In January Qualitative Research published my new article called ‘Vibes-based Methods‘. I joked about writing this article for long enough, and the idea kind of haunted me for a few years, so eventually last year I sat down and wrote it. And it does start out a bit jokingly; the introduction starts:
When I was fourteen, everyone started saying LOL out loud ironically, and now I am thirty-three and cannot shake it: I lol without irony. In many academic circles, ‘vibe’ seems to have had a similar recent trajectory. At nearly every academic discussion I have attended in recent years someone has summarised their interest as being the vibe of something (whichever event or phenomenon we are there to discuss). First, vibe came with a smirk and attracted the spattering of knowing, nerdy laughter you get at a scholarly event when someone appropriates contemporary teen lingo. Now, vibes have taken on a life of their own. If you have young people in your life, encounter youth culture via TikTok or Instagram Reels, or read about such things in places like The Guardian (Zhou, 2023), you will already know that vibes have been big lately.
I also offer a background on vibes by way of some amusing pieces I found in the archives of The New Yorker. This includes a tongue-in-cheek late-1960s piece about a commune headed up by a young man named Michael Metelica who seemed to be using the whole thing as a way to kickstart his music career.
So, the article starts in a kind of silly way, intentionally, as it feels silly to be writing an actual scholarly article about vibes, but I do then take vibes seriously after that.
It interests me that academics keep using the term to speak about what they’re interested in. This feels like slightly more than general slang. Vibes seem to really resonate with what we’re doing as social researchers, and how we’re trying to go about our work today.
I examine some interesting methodological scholarship from various social research fields and focus on engagements with three big conceptual trends: affects and atmospheres; social and sociotechnical imaginaries; and new materialisms and more-than-human theory. Each of these concepts chime with vibes in various ways and so the kinds of methods that people are using to engage with them are also very vibey. This includes methods like object elicitation in interviews, ethnography, and creative participatory workshops. The main part of the article moves across these three conceptual umbrellas, looking at different methodological approaches that people align with them, and tease out what vibes-based methods seem to involve or might necessitate.

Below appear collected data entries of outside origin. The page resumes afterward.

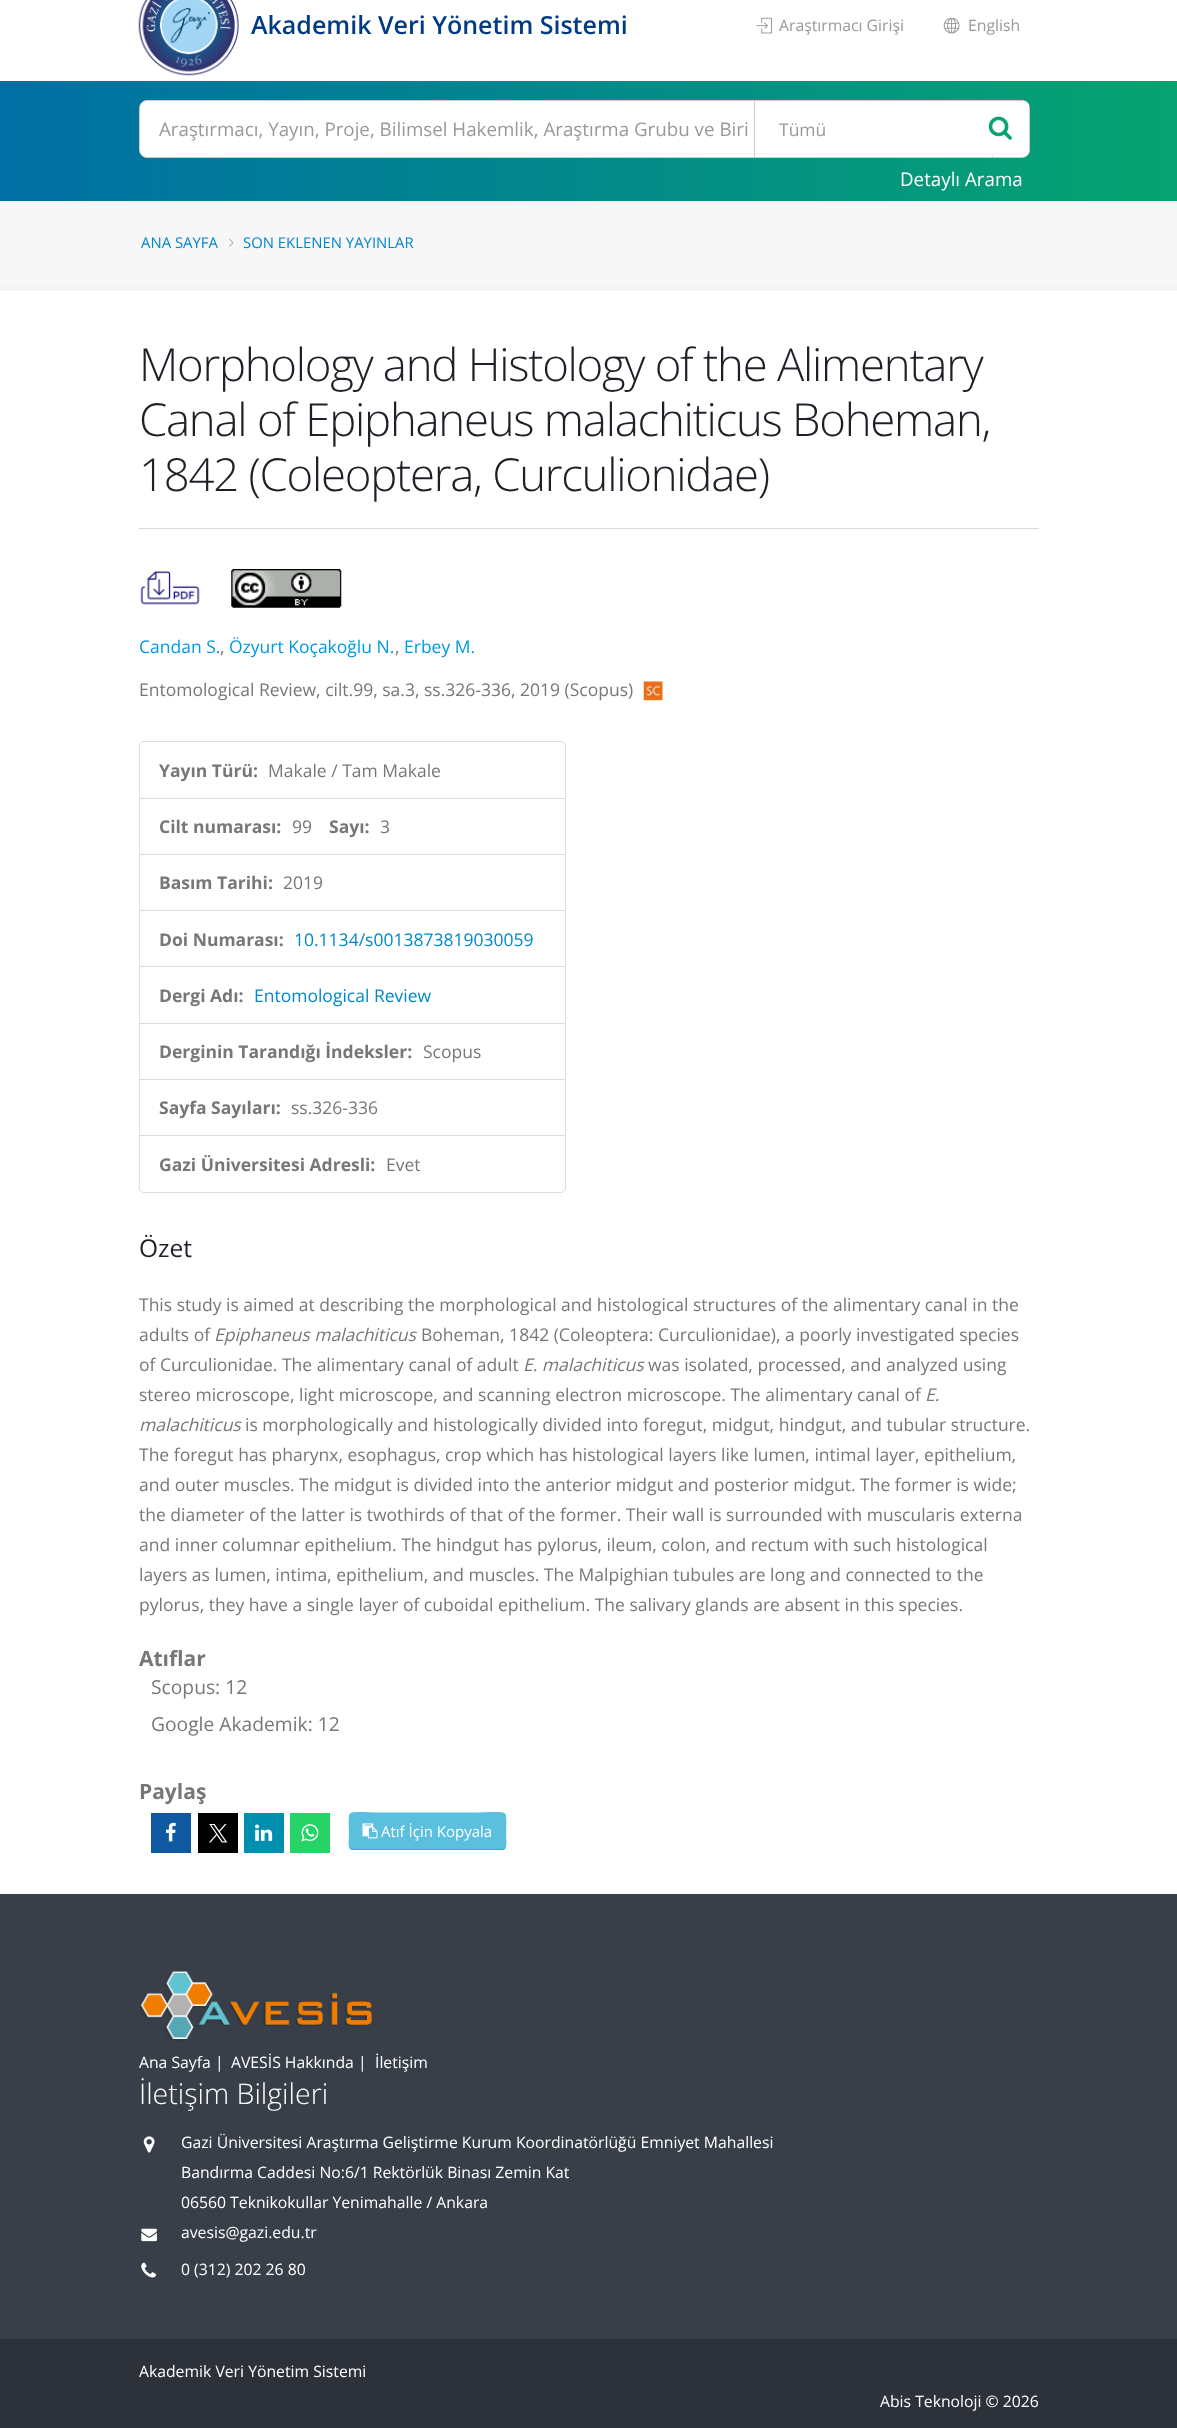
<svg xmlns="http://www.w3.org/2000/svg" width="1177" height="2428">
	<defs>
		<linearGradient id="g1" gradientUnits="userSpaceOnUse" x1="0" y1="141" x2="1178" y2="141"><stop offset="0" stop-color="#006FA5" /><stop offset="1" stop-color="#06A470" /></linearGradient>
	</defs>
	<rect width="100%" height="100%" fill="#FFFFFF" />
	<image x="138" y="0" width="101" height="76" href="assets/img1.png" />
	<text x="251" y="34" font-family="Open Sans" font-size="25" font-weight="600" fill="#003B83">Akademik Veri Yönetim Sistemi</text>
	<image x="756" y="17" width="16" height="17" href="assets/img2.png" />
	<text x="779" y="31" font-family="Open Sans" font-size="15.75" fill="#999999">Araştırmacı Girişi</text>
	<image x="943" y="17" width="17" height="17" href="assets/img3.png" />
	<text x="968" y="31" font-family="Open Sans" font-size="15.75" fill="#999999">English</text>
	<rect x="0" y="81" width="1177" height="120" fill="url(#g1)" />
	<rect x="139.5" y="100.5" width="890" height="57" rx="7.5" fill="#FFFFFF" stroke="#CCCCCC" />
	<text x="159" y="136" font-family="Open Sans" font-size="18.75" fill="#999999">Araştırmacı, Yayın, Proje, Bilimsel Hakemlik, Araştırma Grubu ve Biri</text>
	<rect x="754.5" y="100.5" width="238" height="57" fill="none" stroke="#CCCCCC" />
	<text x="779" y="136" font-family="Open Sans" font-size="17.5" fill="#999999">Tümü</text>
	<rect x="973" y="101" width="56" height="55" rx="5" fill="#FFFFFF" />
	<image x="988" y="116" width="24" height="24" href="assets/img4.png" />
	<text x="900" y="186" font-family="Open Sans" font-size="18.75" fill="#FFFFFF">Detaylı Arama</text>
	<rect x="0" y="201" width="1177" height="84" fill="#F7F7F7" />
	<rect x="0" y="285" width="1177" height="6" fill="#F4F4F4" />
	<text x="141" y="248" font-family="Open Sans" font-size="14.9" fill="#0088CC">ANA SAYFA</text>
	<image x="229" y="238" width="5" height="9" href="assets/img5.png" />
	<text x="243" y="248" font-family="Open Sans" font-size="14.9" fill="#0088CC">SON EKLENEN YAYINLAR</text>
	<g font-family="Open Sans" font-size="45.5" font-weight="300" letter-spacing="-1.25" fill="#1D2127">
		<text x="139" y="381">Morphology and Histology of the Alimentary</text>
		<text x="139" y="436">Canal of Epiphaneus malachiticus Boheman,</text>
		<text x="139" y="491">1842 (Coleoptera, Curculionidae)</text>
	</g>
	<rect x="139" y="528" width="900" height="1" fill="#DBDBDB" />
	<image x="140" y="571" width="60" height="34" href="assets/img6.png" />
	<image x="231" y="569" width="111" height="39" href="assets/img7.png" />
	<text x="139" y="653" font-family="Open Sans" font-size="17.5" fill="#0099E6">Candan S.</text>
	<text x="220" y="653" font-family="Open Sans" font-size="17.5" fill="#777777">,</text>
	<text x="229" y="653" font-family="Open Sans" font-size="17.5" fill="#0099E6">Özyurt Koçakoğlu N.</text>
	<text x="395" y="653" font-family="Open Sans" font-size="17.5" fill="#777777">,</text>
	<text x="404" y="653" font-family="Open Sans" font-size="17.5" fill="#0099E6">Erbey M.</text>
	<text x="139" y="696" font-family="Open Sans" font-size="17.5" fill="#777777">Entomological Review, cilt.99, sa.3, ss.326-336, 2019 (Scopus)</text>
	<image x="643" y="681" width="20" height="20" href="assets/img8.png" />
	<path d="M144 741.5H561C563.5 741.5 565.5 743.5 565.5 746V798.5H139.5V746C139.5 743.5 141.5 741.5 144 741.5Z" fill="none" stroke="#DDDDDD" />
	<text x="159" y="777" font-family="Open Sans" font-size="17.5" font-weight="700" fill="#777777">Yayın Türü:</text>
	<text x="268" y="777" font-family="Open Sans" font-size="17.5" fill="#777777">Makale / Tam Makale</text>
	<rect x="139.5" y="798.5" width="426" height="56" fill="none" stroke="#DDDDDD" />
	<text x="159" y="833" font-family="Open Sans" font-size="17.5" font-weight="700" fill="#777777">Cilt numarası:</text>
	<text x="292" y="833" font-family="Open Sans" font-size="17.5" fill="#777777">99</text>
	<text x="329" y="833" font-family="Open Sans" font-size="17.5" font-weight="700" fill="#777777">Sayı:</text>
	<text x="380" y="833" font-family="Open Sans" font-size="17.5" fill="#777777">3</text>
	<rect x="139.5" y="854.5" width="426" height="56" fill="none" stroke="#DDDDDD" />
	<text x="159" y="889" font-family="Open Sans" font-size="17.5" font-weight="700" fill="#777777">Basım Tarihi:</text>
	<text x="283" y="889" font-family="Open Sans" font-size="17.5" fill="#777777">2019</text>
	<rect x="139.5" y="910.5" width="426" height="57" fill="none" stroke="#DDDDDD" />
	<text x="159" y="946" font-family="Open Sans" font-size="17.5" font-weight="700" fill="#777777">Doi Numarası:</text>
	<text x="294" y="946" font-family="Open Sans" font-size="17.5" fill="#0088CC">10.1134/s0013873819030059</text>
	<rect x="140" y="967" width="425" height="1" fill="#FFFFFF" />
	<rect x="139.5" y="966.5" width="426" height="57" fill="none" stroke="#DDDDDD" />
	<text x="159" y="1002" font-family="Open Sans" font-size="17.5" font-weight="700" fill="#777777">Dergi Adı:</text>
	<text x="254" y="1002" font-family="Open Sans" font-size="17.5" fill="#0088CC">Entomological Review</text>
	<rect x="139.5" y="1023.5" width="426" height="56" fill="none" stroke="#DDDDDD" />
	<text x="159" y="1058" font-family="Open Sans" font-size="17.5" font-weight="700" fill="#777777">Derginin Tarandığı İndeksler:</text>
	<text x="423" y="1058" font-family="Open Sans" font-size="17.5" fill="#777777">Scopus</text>
	<rect x="139.5" y="1079.5" width="426" height="56" fill="none" stroke="#DDDDDD" />
	<text x="159" y="1114" font-family="Open Sans" font-size="17.5" font-weight="700" fill="#777777">Sayfa Sayıları:</text>
	<text x="291" y="1114" font-family="Open Sans" font-size="17.5" fill="#777777">ss.326-336</text>
	<path d="M139.5 1135.5H565.5V1188C565.5 1190.5 563.5 1192.5 561 1192.5H144C141.5 1192.5 139.5 1190.5 139.5 1188Z" fill="#FFFFFF" stroke="#DDDDDD" />
	<text x="159" y="1171" font-family="Open Sans" font-size="17.5" font-weight="700" fill="#777777">Gazi Üniversitesi Adresli:</text>
	<text x="386" y="1171" font-family="Open Sans" font-size="17.5" fill="#777777">Evet</text>
	<text x="139" y="1257" font-family="Open Sans" font-size="24.5" fill="#1D2127">Özet</text>
	<g font-family="Open Sans" font-size="17.5" fill="#777777">
		<text x="139" y="1311">This study is aimed at describing the morphological and histological structures of the alimentary canal in the</text>
		<text x="139" y="1341">adults of</text>
	</g>
	<text x="214" y="1341" font-family="Open Sans" font-size="17.5" font-style="italic" fill="#777777">Epiphaneus malachiticus</text>
	<g font-family="Open Sans" font-size="17.5" fill="#777777">
		<text x="421" y="1341">Boheman, 1842 (Coleoptera: Curculionidae), a poorly investigated species</text>
		<text x="139" y="1371">of Curculionidae. The alimentary canal of adult</text>
	</g>
	<text x="523" y="1371" font-family="Open Sans" font-size="17.5" font-style="italic" fill="#777777">E. malachiticus</text>
	<g font-family="Open Sans" font-size="17.5" fill="#777777">
		<text x="648" y="1371">was isolated, processed, and analyzed using</text>
		<text x="139" y="1401">stereo microscope, light microscope, and scanning electron microscope. The alimentary canal of</text>
	</g>
	<g font-family="Open Sans" font-size="17.5" font-style="italic" fill="#777777">
		<text x="925" y="1401">E.</text>
		<text x="139" y="1431">malachiticus</text>
	</g>
	<g font-family="Open Sans" font-size="17.5" fill="#777777">
		<text x="245" y="1431">is morphologically and histologically divided into foregut, midgut, hindgut, and tubular structure.</text>
		<text x="139" y="1461">The foregut has pharynx, esophagus, crop which has histological layers like lumen, intimal layer, epithelium,</text>
		<text x="139" y="1491">and outer muscles. The midgut is divided into the anterior midgut and posterior midgut. The former is wide;</text>
		<text x="139" y="1521">the diameter of the latter is twothirds of that of the former. Their wall is surrounded with muscularis externa</text>
		<text x="139" y="1551">and inner columnar epithelium. The hindgut has pylorus, ileum, colon, and rectum with such histological</text>
		<text x="139" y="1581">layers as lumen, intima, epithelium, and muscles. The Malpighian tubules are long and connected to the</text>
		<text x="139" y="1611">pylorus, they have a single layer of cuboidal epithelium. The salivary glands are absent in this species.</text>
	</g>
	<text x="139" y="1666" font-family="Open Sans" font-size="21" font-weight="700" fill="#777777">Atıflar</text>
	<g font-family="Open Sans" font-size="19.25" fill="#777777">
		<text x="151" y="1694">Scopus: 12</text>
		<text x="151" y="1731">Google Akademik: 12</text>
	</g>
	<text x="139" y="1799" font-family="Open Sans" font-size="21" font-weight="700" fill="#777777">Paylaş</text>
	<rect x="151" y="1813" width="40" height="40" fill="#0E59A0" />
	<image x="166" y="1822" width="10" height="20" href="assets/img9.png" />
	<rect x="198" y="1813" width="40" height="40" fill="#000000" />
	<image x="209" y="1824" width="19" height="19" href="assets/img10.png" />
	<rect x="244" y="1813" width="40" height="40" fill="#018FAF" />
	<image x="255" y="1824" width="18" height="17" href="assets/img11.png" />
	<rect x="290" y="1813" width="40" height="40" fill="#25D366" />
	<image x="301" y="1824" width="18" height="18" href="assets/img12.png" />
	<rect x="349" y="1813" width="157" height="37" rx="4" fill="#5BC0DE" />
	<path d="M504.5 1848.5L503 1849.5H377.5H352.5L350.5 1848.5" fill="none" stroke="#31B0D5" stroke-width="1.2" />
	<path d="M350.5 1848.5C348 1846 349.5 1839 349.5 1836C349.5 1806.5 344 1813 377.5 1813H477.5C511 1813 505.5 1806.5 505.5 1836C505.5 1839 507 1846 504.5 1848.5" fill="none" stroke="#5BC0DE" stroke-width="1.2" />
	<image x="362" y="1823" width="16" height="16" href="assets/img13.png" />
	<text x="381" y="1837" font-family="Open Sans" font-size="15" fill="#FFFFFF">Atıf İçin Kopyala</text>
	<rect x="0" y="1894" width="1177" height="445" fill="#383F48" />
	<image x="139" y="1971" width="233" height="70" href="assets/img14.png" />
	<g font-family="Open Sans" font-size="15.75" fill="#FFFFFF">
		<text x="139" y="2068">Ana Sayfa |</text>
		<text x="231" y="2068">AVESİS Hakkında |</text>
		<text x="375" y="2068">İletişim</text>
	</g>
	<text x="139" y="2104" font-family="Open Sans" font-size="28.5" font-weight="300" fill="#FFFFFF">İletişim Bilgileri</text>
	<image x="143" y="2136" width="12" height="17" href="assets/img15.png" />
	<g font-family="Open Sans" font-size="15.75" fill="#FFFFFF">
		<text x="181" y="2148">Gazi Üniversitesi Araştırma Geliştirme Kurum Koordinatörlüğü Emniyet Mahallesi</text>
		<text x="181" y="2178">Bandırma Caddesi No:6/1 Rektörlük Binası Zemin Kat</text>
		<text x="181" y="2208">06560 Teknikokullar Yenimahalle / Ankara</text>
	</g>
	<image x="141" y="2228" width="16" height="14" href="assets/img16.png" />
	<text x="181" y="2238" font-family="Open Sans" font-size="15.75" fill="#FFFFFF">avesis@gazi.edu.tr</text>
	<image x="141" y="2262" width="16" height="16" href="assets/img17.png" />
	<text x="181" y="2275" font-family="Open Sans" font-size="15.75" fill="#FFFFFF">0 (312) 202 26 80</text>
	<rect x="0" y="2339" width="1177" height="89" fill="#2D323A" />
	<g font-family="Open Sans" font-size="15.75" fill="#FFFFFF">
		<text x="139" y="2377">Akademik Veri Yönetim Sistemi</text>
		<text x="880" y="2407">Abis Teknoloji © 2026</text>
	</g>
</svg>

Really key for me, and what I work towards at the end of the article, is the generative ambiguity within the idea of vibes. Vibes evade easy definition. The term evokes an ambiguity. How people use vibes to speak to a generative ambiguity says something interesting about social life and social research. Much of the research I discuss in the article grapples with ambiguity in one way or another. Scholars use vibes to convey that something was driven by a loose sense, hunch or intuition, something less than a coherent rational or logical process.
In essence, I’ve written this piece to try and contribute to how we understand, approach and work productively with ambiguity in qualitative research.
The article concludes:
Vibes-based methods may open a way for qualitative researchers to grapple differently with ambiguity, and work in ways that reflect the generative ambiguities of the social world. This ambiguousness seems to be an increasing or particular feature of the present moment, if we see the rise of vibes as having a deeper social and cultural significance. With these methods, we may co-create research encounters and bring a vibey sensibility to our craft, one that enables us to better vibe with ambiguities.

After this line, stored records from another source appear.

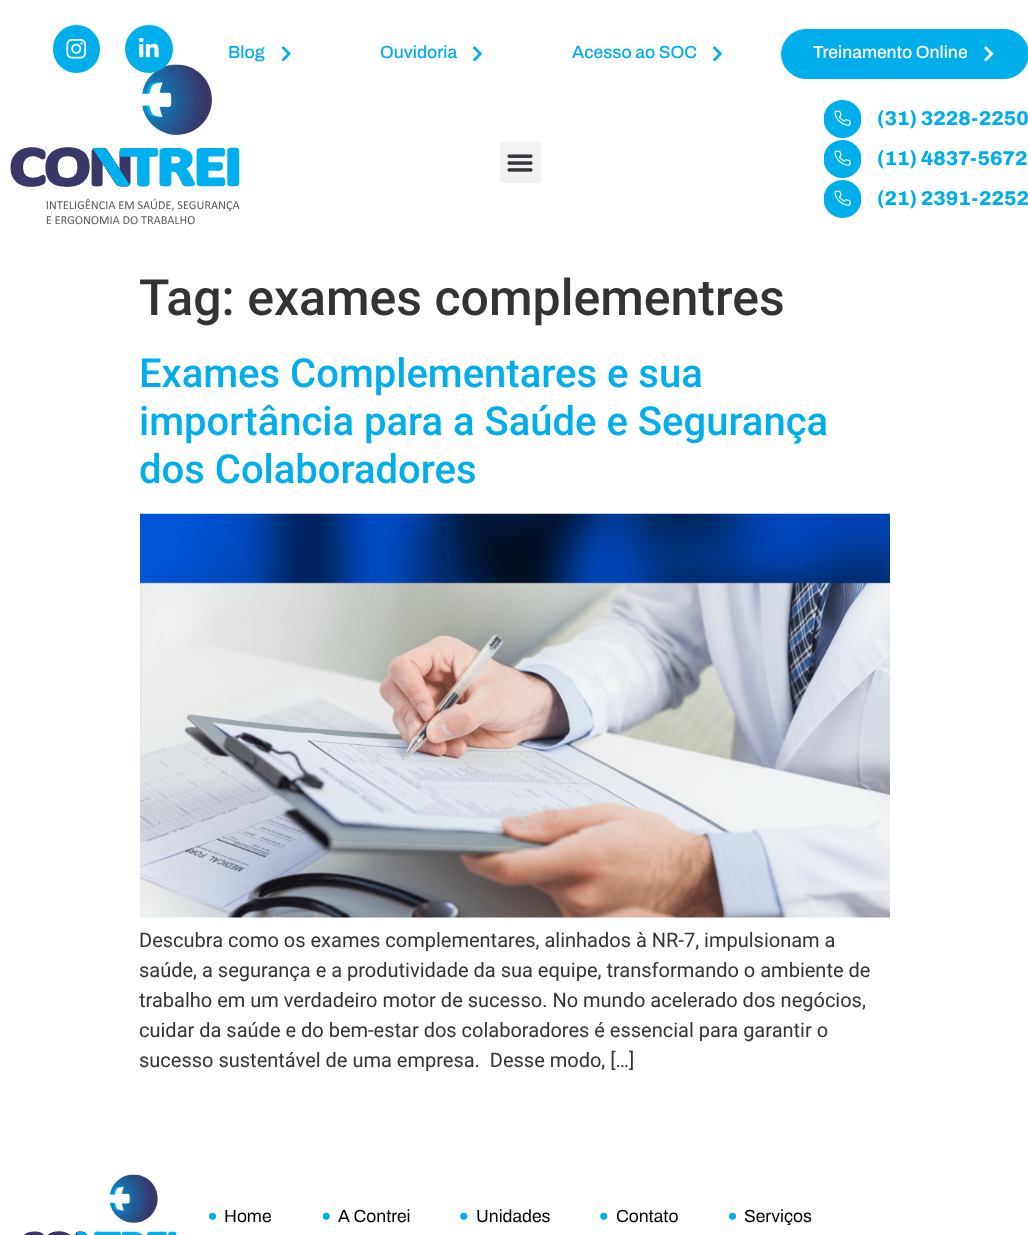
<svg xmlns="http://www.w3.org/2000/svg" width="1028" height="1235">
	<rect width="100%" height="100%" fill="#FFFFFF" />
	<image x="10" y="64" width="230" height="161" href="assets/img6.png" />
	<rect x="53" y="25" width="47" height="48" rx="23.5" fill="#00AEEC" />
	<image x="66" y="39" width="21" height="20" href="assets/img1.png" />
	<circle cx="149" cy="49" r="24" fill="#00AEEC" />
	<image x="138" y="38" width="21" height="20" href="assets/img2.png" />
	<text x="228" y="58" font-family="Archivo" font-size="17.5" font-weight="500" fill="#00AEEC">Blog</text>
	<image x="281" y="46" width="10" height="16" href="assets/img3.png" />
	<text x="380" y="58" font-family="Archivo" font-size="17.5" font-weight="500" fill="#00AEEC">Ouvidoria</text>
	<image x="473" y="46" width="9" height="16" href="assets/img4.png" />
	<text x="572" y="58" font-family="Archivo" font-size="17.5" font-weight="500" fill="#00AEEC">Acesso ao SOC</text>
	<image x="713" y="46" width="9" height="16" href="assets/img4.png" />
	<rect x="781.5" y="29.5" width="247" height="49" rx="24.5" fill="#00AEEC" stroke="#00AEEC" />
	<text x="813" y="58" font-family="Archivo" font-size="17.5" font-weight="500" fill="#FFFFFF">Treinamento Online</text>
	<image x="984" y="46" width="10" height="16" href="assets/img5.png" />
	<rect x="500" y="141" width="41" height="42" rx="4" fill="#F2F2F2" />
	<image x="507" y="154" width="26" height="18" href="assets/img7.png" />
	<image x="824" y="100" width="37" height="38" href="assets/img8.png" />
	<text x="877" y="125" font-family="Archivo" font-size="20" font-weight="800" fill="#00AEEC">(31) 3228-2250</text>
	<image x="824" y="140" width="37" height="38" href="assets/img8.png" />
	<text x="877" y="165" font-family="Archivo" font-size="20" font-weight="800" fill="#00AEEC">(11) 4837-5672</text>
	<image x="824" y="180" width="37" height="38" href="assets/img8.png" />
	<text x="877" y="205" font-family="Archivo" font-size="20" font-weight="800" fill="#00AEEC">(21) 2391-2252</text>
	<text x="139" y="315" font-family="Roboto" font-size="50" font-weight="500" fill="#333333">Tag: exames complementres</text>
	<g font-family="Roboto" font-size="40" font-weight="500" fill="#00AEEC">
		<text x="139" y="387">Exames Complementares e sua</text>
		<text x="139" y="435">importância para a Saúde e Segurança</text>
		<text x="139" y="483">dos Colaboradores</text>
	</g>
	<image x="140" y="513" width="750" height="405" href="assets/img9.png" />
	<g font-family="Roboto" font-size="20" fill="#333333">
		<text x="139" y="947">Descubra como os exames complementares, alinhados à NR-7, impulsionam a</text>
		<text x="139" y="977">saúde, a segurança e a produtividade da sua equipe, transformando o ambiente de</text>
		<text x="139" y="1007">trabalho em um verdadeiro motor de sucesso. No mundo acelerado dos negócios,</text>
		<text x="139" y="1037">cuidar da saúde e do bem-estar dos colaboradores é essencial para garantir o</text>
		<text x="139" y="1067" xml:space="preserve">sucesso sustentável de uma empresa.  Desse modo, […]</text>
	</g>
	<image x="24" y="1174" width="153" height="61" href="assets/img10.png" />
	<image x="209" y="1213" width="7" height="7" href="assets/img11.png" />
	<text x="224" y="1222" font-family="Archivo" font-size="17.5" fill="#000000">Home</text>
	<image x="323" y="1213" width="7" height="7" href="assets/img12.png" />
	<text x="338" y="1222" font-family="Archivo" font-size="17.5" fill="#000000">A Contrei</text>
	<image x="460" y="1213" width="8" height="7" href="assets/img13.png" />
	<text x="476" y="1222" font-family="Archivo" font-size="17.5" fill="#000000">Unidades</text>
	<image x="600" y="1213" width="8" height="7" href="assets/img13.png" />
	<text x="616" y="1222" font-family="Archivo" font-size="17.5" fill="#000000">Contato</text>
	<image x="729" y="1213" width="7" height="7" href="assets/img11.png" />
	<text x="744" y="1222" font-family="Archivo" font-size="17.5" fill="#000000">Serviços</text>
</svg>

I’ve also written a brief accompanying article in The Conversation about vibes too. This is called ‘Vibes are something we feel but can’t quite explain. Now researchers want to study them‘. This is very light-touch on the methodological and conceptual meat of the academic article, but writing it did force me to try and articulate simply why vibes and ambiguity are significant for researchers to contend with. What I landed on was that vibes are common feelings and ambivalence is key to our everyday decision-making processes. I wrote:
Language is a central part of qualitative research. While new phrases and slang can be casual and superficial, they can also represent broader, more complex concepts. Vibe is a great example of this: a simple term that refers to something potent yet ephemeral, affecting yet ambiguous.
By paying attention to the words people use to describe their experiences, sociologists can identify patterns of social interactions and shifts in social attitudes.
Perhaps vibes work like a heuristic – a mental shortcut – but for feeling rather than thinking.
People use heuristics to make everyday decisions or draw conclusions based on their experiences. Heuristics are, in essence, our common sense. And “vibes” might be best described as our common feeling, as they speak to a subtle aspect of how we collectively relate and interact.
Sociologists have long studied complex common feelings. Ambivalence, for instance, has been a focus in research on digital privacy. Studying when and why people feel ambivalent about digital technology can help us understand their seemingly contradictory behaviour, such as when they say they are concerned about privacy, but do very little to protect their information.
Ambivalence reveals how people make decisions via small, everyday compromises – moments and feelings that may be overlooked in quantitative research.
The Conversation article is of course free to read online.
The academic article in Qualitative Research is also open access, so free for anyone to read too.